Need help in making personal R package

package

#1

Good day!

I wanted to make my own personal R package so that I can automate the task I want. Currently, I am in the process of learning how to make a package, and I have no knowledge in such subject.

Here is the graph that I want to produce, if it is feasible, by the package I am thinking:

froese(x, lm = 10.2, bw = 0.5)

I know that this code I am thinking will produce an error, but I write it anyway, so that I can have my first step. This is the code:

froese <- function(x, lm, bw){
  # x = the data frame
  # lm = length at first maturity
  # bw = the specified binwidth (possible choices are 0.5 or 1.0)
  
  # Load the required packages
  library(magrittr)
  library(dplyr)
  library(ggplot2)
  # Find the minimum and maximum value in the data
  min_lf <- floor(min(x))
  max_lf <- ceiling(max(x))
  # Compute for the value of megaspawners
  mega <- max_lf * 0.7
  # Sort the data frame from lowest to highest.
  # Needed for the computation for the percentage of juveniles, adults,
  # and megaspawners individual
  x <- sort(x, decreasing = FALSE)
  x <- as.data.frame(x)
  # Filter the lengths that are considered as juveniles
  juveniles <- x %>% 
    dplyr::filter(x < lm)
  # Filter the lengths that are considered as adults
  adults <- x %>% 
    dplyr::filter(x >= lm & x < mega)
  # Filter the lengths that are considered as megaspawners
  megaspawners <- x %>% 
    dplyr::filter(x >= mega)
  # Compute for the percent contribution of juveniles to the whole collected data
  prcnt_juveniles <- round((nrow(juveniles) / nrow(x)) * 100, digits = 2)
  # Compute for the percent contribution of adults to the whole collected data
  prcnt_adults <- round((nrow(adults) / nrow(x)) * 100, digits = 2)
  # Compute for the percent contribution of megaspawners to the whole collected data
  prcnt_megaspawners <- round((nrow(megaspawners) / nrow(x)) * 100, digits = 2)
  # Save the result of the histogram to a variable, so to extract the
  # mid-length with the highest frequency.

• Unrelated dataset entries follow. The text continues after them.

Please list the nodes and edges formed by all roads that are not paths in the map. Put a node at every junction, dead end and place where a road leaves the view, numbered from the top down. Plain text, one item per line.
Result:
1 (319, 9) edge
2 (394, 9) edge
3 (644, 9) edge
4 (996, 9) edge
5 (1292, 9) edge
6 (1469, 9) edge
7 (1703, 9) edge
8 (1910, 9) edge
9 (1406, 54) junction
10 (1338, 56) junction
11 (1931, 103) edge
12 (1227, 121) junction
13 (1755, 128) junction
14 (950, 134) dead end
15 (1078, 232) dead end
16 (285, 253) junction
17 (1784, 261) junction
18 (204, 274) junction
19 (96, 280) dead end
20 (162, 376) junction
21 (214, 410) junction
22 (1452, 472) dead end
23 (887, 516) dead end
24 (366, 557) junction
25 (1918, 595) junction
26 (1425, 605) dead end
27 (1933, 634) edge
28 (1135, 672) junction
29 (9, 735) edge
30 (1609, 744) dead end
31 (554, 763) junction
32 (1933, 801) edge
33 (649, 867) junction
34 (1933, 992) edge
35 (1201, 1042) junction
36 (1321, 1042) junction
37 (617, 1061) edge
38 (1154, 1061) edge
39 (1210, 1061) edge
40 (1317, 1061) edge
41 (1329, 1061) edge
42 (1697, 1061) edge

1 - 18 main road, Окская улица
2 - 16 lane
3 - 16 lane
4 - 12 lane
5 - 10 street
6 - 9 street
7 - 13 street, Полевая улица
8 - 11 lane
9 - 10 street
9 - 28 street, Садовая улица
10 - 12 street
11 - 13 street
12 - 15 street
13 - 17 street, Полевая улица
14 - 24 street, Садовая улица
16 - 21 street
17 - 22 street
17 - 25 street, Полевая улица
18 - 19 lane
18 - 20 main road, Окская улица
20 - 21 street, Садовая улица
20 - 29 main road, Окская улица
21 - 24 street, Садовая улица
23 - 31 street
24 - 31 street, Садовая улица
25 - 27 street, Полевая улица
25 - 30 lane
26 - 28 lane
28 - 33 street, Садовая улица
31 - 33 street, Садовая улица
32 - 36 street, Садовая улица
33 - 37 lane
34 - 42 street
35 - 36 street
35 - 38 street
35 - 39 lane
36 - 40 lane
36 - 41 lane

This is needed for adding annotation in the graph
  res_hist <- hist(x, 
                   breaks = seq(from = min_lf,
                                to = max_lf, 
                                by =  bw))
  # Extract which index has the highest frequency
  max_val <- which.max(res_hist$counts)
  # Find the corresponding value
  max_val1 <- as.numeric(res_hist$counts[max_val])
  # Make the plot
  p1 <-  
    ggplot(aes(x = x)) +
    geom_histogram(binwidth = bw, colour = "#555555",
                   fill = "#23272A") +
    scale_x_continuous(breaks = seq(from = min_lf, 
                                    to = max_lf, 
                                    by =  bw),
                       limits = c(min_lf, max_lf)) +
    geom_vline(xintercept = lm, color = "#D9534F", linetype = "dashed") +
    geom_vline(xintercept = mega, color = "#D9534F", linetype = "dashed") +
    annotate("rect", xmin = -Inf, xmax = lm, ymin = 0, ymax = Inf, alpha = 0.2, fill = "yellow") +
    annotate("rect", xmin = lm, xmax = mega, ymin = 0, ymax = Inf, alpha = 0.2, fill = "red") +
    annotate("rect", xmin = mega, xmax = Inf, ymin = 0, ymax = Inf, alpha = 0.2, fill = "blue") +
    annotate("text", x = ((max(juveniles) + min(juveniles)) / 2), y = max_val1 + 100, label = paste0(prcnt_juveniles, "%\nJuveniles"), size = 4) +
    annotate("text", x = ((max(adults) + min(adults)) / 2), y = max_val1 + 100, label = paste0(prcnt_adults, "%\nAdults"), size = 4) +
    annotate("text", x = ((max(megaspawners) + min(megaspawners)) / 2), y = max_val1 + 100, label = paste0(prcnt_megaspawners, "%\nMegaspawners"), size = 4)
  # Print the result to the screen
  print(p1)
}

I am thinking how to apply it to a data frame or vectors containing lengths, and apply if I want to facet the graph.

Hoping for your kind consideration to this matter.

Edit: This is the sample data. sample-length


#2

Sounds like an interesting project. This is a good article to read to get you started: https://support.rstudio.com/hc/en-us/articles/200486488-Developing-Packages-with-RStudio

From your comments above I'm not really sure if you have package development questions or questions about your function. Maybe you could clarify what you're looking for.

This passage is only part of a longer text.